Selain itu, tindakan memberi makanan juga dianggap sebagai doa yang diwujudkan dalam tindakan. Ketika orang tua memberi makanan atau hasil bumi kepada anaknya, itu tidak sekadar pemberian fisik, melainkan simbol pasu-pasu (berkat) agar anaknya hidup makmur, sehat, dan penuh kasih.
Dalam konteks spiritual, makan bersama juga dapat memulihkan relasi yang rusak. Dalam budaya Batak, jika ada konflik keluarga, mengadakan pesta marharoan bolon (makan bersama besar) menjadi cara simbolik untuk menyatukan kembali hati yang terpisah. Makan bersama di sini menjadi sarana perdamaian, pengampunan, dan pemulihan hubungan sosial.
Etika Makan dan Pendidikan Soft Skill
Nilai-nilai yang terkandung dalam etika makan Batak sangat relevan dengan pembelajaran soft skill di dunia pendidikan, khususnya di sekolah tinggi teologi. Melalui refleksi atas makna makan, mahasiswa diajak untuk memahami pentingnya sikap menghormati orang lain, mendengar, berbagi, dan bersyukur.
Meja makan dapat menjadi ruang latihan karakter: belajar menunggu giliran, mendahulukan orang lain, dan menghargai apa yang ada. Dalam konteks kepemimpinan, etika makan mengajarkan bahwa pemimpin sejati adalah mereka yang tahu cara berbagi, bukan hanya mengambil porsi terbesar.
Bagi calon pemimpin gereja dan masyarakat, memahami makna makan berarti memahami bagaimana hidup dalam komunitas yang setara, terbuka, dan saling menghormati. Nilai-nilai seperti marsiadapari (saling membantu) dan marharoan bolon (makan bersama) dapat diadaptasi dalam pembinaan karakter, pelayanan pastoral, dan kerja tim.

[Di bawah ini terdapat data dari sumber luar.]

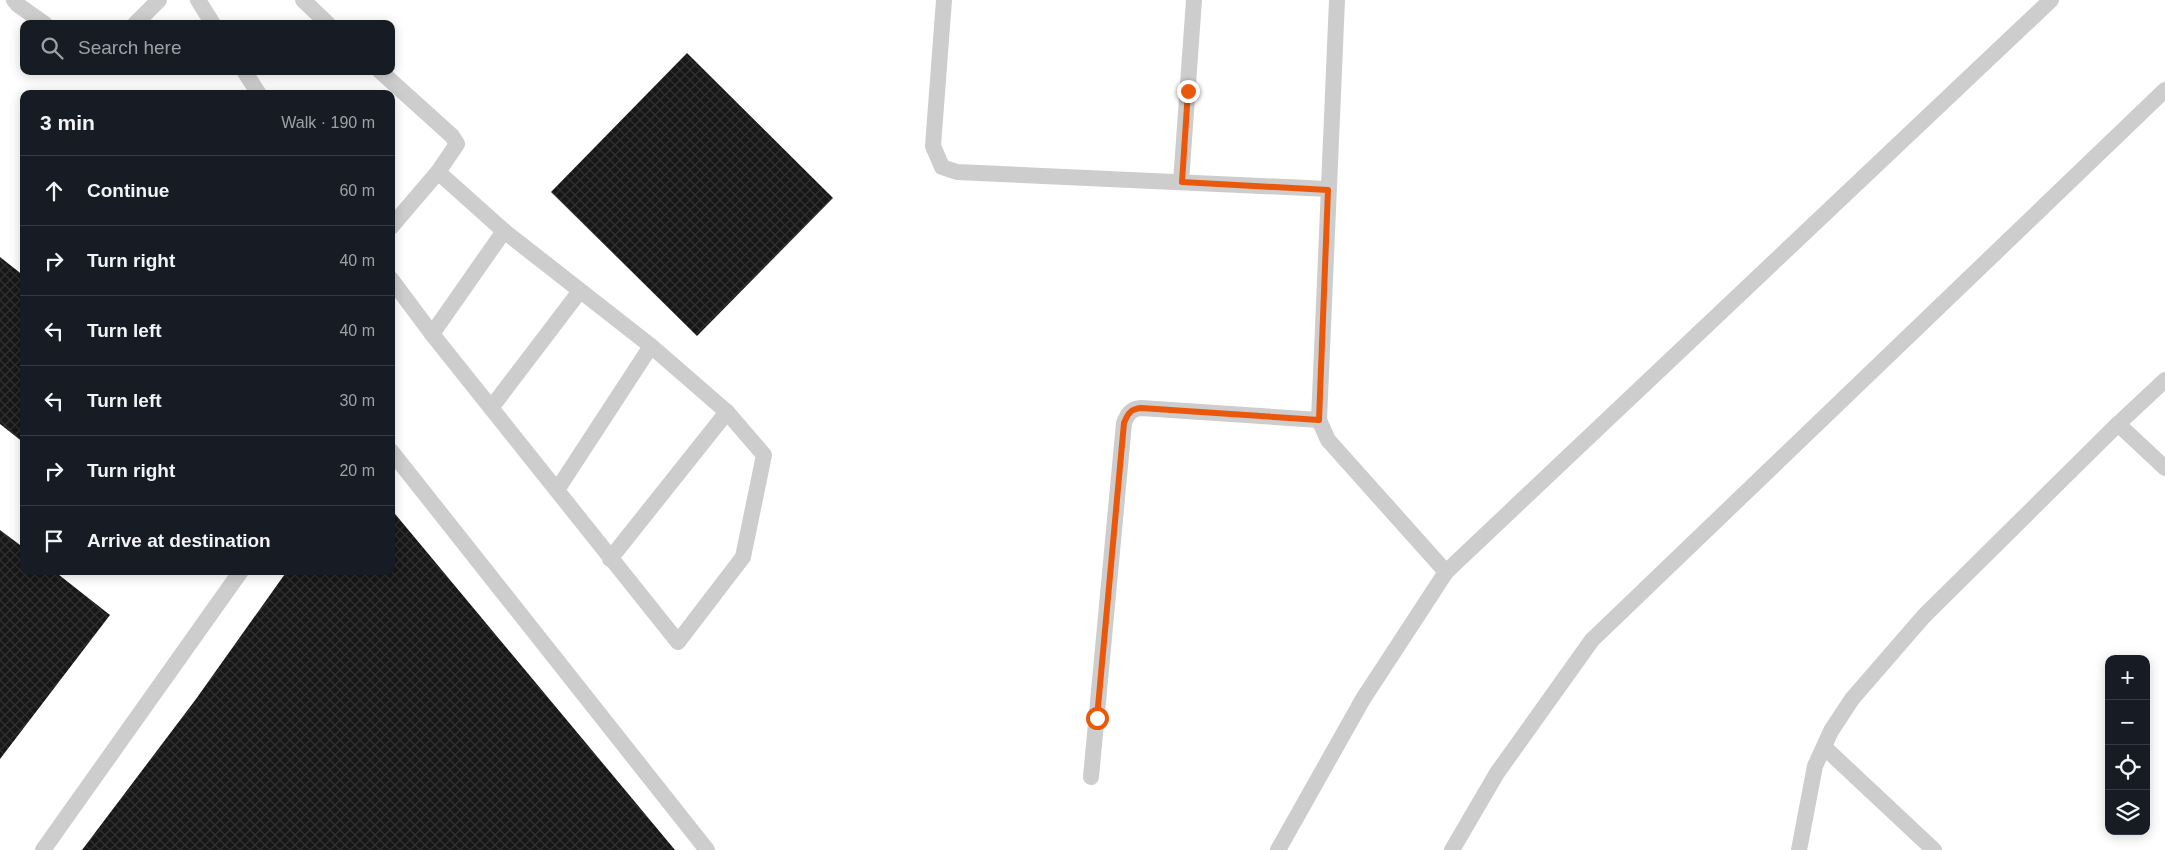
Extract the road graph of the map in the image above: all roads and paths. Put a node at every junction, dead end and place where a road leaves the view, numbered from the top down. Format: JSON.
{"nodes":[{"id":1,"x":14,"y":0,"type":"edge"},
{"id":2,"x":159,"y":0,"type":"edge"},
{"id":3,"x":198,"y":0,"type":"edge"},
{"id":4,"x":303,"y":0,"type":"edge"},
{"id":5,"x":944,"y":0,"type":"edge"},
{"id":6,"x":1194,"y":0,"type":"edge"},
{"id":7,"x":1338,"y":0,"type":"edge"},
{"id":8,"x":2051,"y":0,"type":"edge"},
{"id":9,"x":39,"y":20,"type":"edge"},
{"id":10,"x":138,"y":20,"type":"edge"},
{"id":11,"x":210,"y":20,"type":"edge"},
{"id":12,"x":324,"y":20,"type":"edge"},
{"id":13,"x":246,"y":75,"type":"edge"},
{"id":14,"x":382,"y":75,"type":"edge"},
{"id":15,"x":389,"y":89,"type":"edge"},
{"id":16,"x":256,"y":90,"type":"edge"},
{"id":17,"x":2165,"y":90,"type":"edge"},
{"id":18,"x":395,"y":93,"type":"edge"},
{"id":19,"x":438,"y":172,"type":"junction"},
{"id":20,"x":1182,"y":182,"type":"junction"},
{"id":21,"x":1328,"y":190,"type":"junction"},
{"id":22,"x":395,"y":222,"type":"edge"},
{"id":23,"x":504,"y":231,"type":"junction"},
{"id":24,"x":395,"y":284,"type":"edge"},
{"id":25,"x":580,"y":291,"type":"junction"},
{"id":26,"x":432,"y":334,"type":"junction"},
{"id":27,"x":651,"y":346,"type":"junction"},
{"id":28,"x":2165,"y":380,"type":"edge"},
{"id":29,"x":491,"y":408,"type":"junction"},
{"id":30,"x":727,"y":412,"type":"junction"},
{"id":31,"x":1319,"y":420,"type":"junction"},
{"id":32,"x":2118,"y":424,"type":"junction"},
{"id":33,"x":395,"y":456,"type":"edge"},
{"id":34,"x":2165,"y":468,"type":"edge"},
{"id":35,"x":557,"y":490,"type":"junction"},
{"id":36,"x":610,"y":559,"type":"junction"},
{"id":37,"x":1446,"y":572,"type":"junction"},
{"id":38,"x":239,"y":575,"type":"edge"},
{"id":39,"x":1824,"y":747,"type":"junction"},
{"id":40,"x":1091,"y":777,"type":"dead end"},
{"id":41,"x":43,"y":850,"type":"edge"},
{"id":42,"x":708,"y":850,"type":"edge"},
{"id":43,"x":1278,"y":850,"type":"edge"},
{"id":44,"x":1452,"y":850,"type":"edge"},
{"id":45,"x":1800,"y":850,"type":"edge"},
{"id":46,"x":1934,"y":850,"type":"edge"}],
"edges":[{"from":1,"to":9,"type":"lane"},
{"from":2,"to":10,"type":"lane"},
{"from":3,"to":11,"type":"lane"},
{"from":4,"to":12,"type":"lane"},
{"from":5,"to":20,"type":"lane"},
{"from":6,"to":20,"type":"lane"},
{"from":7,"to":21,"type":"lane"},
{"from":8,"to":37,"type":"lane"},
{"from":13,"to":16,"type":"lane"},
{"from":14,"to":15,"type":"lane"},
{"from":17,"to":44,"type":"lane"},
{"from":18,"to":19,"type":"lane"},
{"from":19,"to":22,"type":"lane"},
{"from":19,"to":23,"type":"lane"},
{"from":20,"to":21,"type":"lane"},
{"from":21,"to":31,"type":"lane"},
{"from":23,"to":25,"type":"lane"},
{"from":23,"to":26,"type":"lane"},
{"from":24,"to":26,"type":"lane"},
{"from":25,"to":27,"type":"lane"},
{"from":25,"to":29,"type":"lane"},
{"from":26,"to":29,"type":"lane"},
{"from":27,"to":30,"type":"lane"},
{"from":27,"to":35,"type":"lane"},
{"from":28,"to":32,"type":"lane"},
{"from":29,"to":35,"type":"lane"},
{"from":30,"to":36,"type":"lane"},
{"from":30,"to":36,"type":"lane"},
{"from":31,"to":37,"type":"lane"},
{"from":31,"to":40,"type":"lane"},
{"from":32,"to":34,"type":"lane"},
{"from":32,"to":39,"type":"lane"},
{"from":33,"to":42,"type":"lane"},
{"from":35,"to":36,"type":"lane"},
{"from":37,"to":43,"type":"lane"},
{"from":38,"to":41,"type":"lane"},
{"from":39,"to":45,"type":"lane"},
{"from":39,"to":46,"type":"lane"}]}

Etika Makan dan Kesadaran Ekologis
Budaya makan Batak juga mengajarkan kesadaran ekologis yang tinggi. Alam dianggap bagian dari kehidupan spiritual manusia, sehingga menghormati hasil bumi adalah bentuk penghormatan kepada Tuhan. Dalam tradisi lama, sebelum menanam padi atau menangkap ikan, masyarakat Batak akan memanjatkan doa sebagai bentuk permohonan izin kepada alam.
Makan secukupnya dan tidak menyia-nyiakan makanan adalah wujud tanggung jawab ekologis. Orang Batak percaya bahwa kerakusan bukan hanya mencelakai diri sendiri, tetapi juga merusak keseimbangan alam. Kesadaran ini dapat dijadikan dasar dalam pendidikan lingkungan dan teologi kontekstual yang menghargai bumi sebagai rumah bersama.
Makan Sebagai Jalan Hidup yang Bermakna
Pada akhirnya, makan dalam budaya Batak adalah refleksi dari pandangan hidup yang holistik, menyatukan tubuh, jiwa, sosial, dan spiritual dalam satu tindakan sederhana namun sarat makna. Melalui makan, manusia belajar bersyukur, menghormati sesama, mencintai alam, dan merasakan kehadiran Tuhan dalam keseharian.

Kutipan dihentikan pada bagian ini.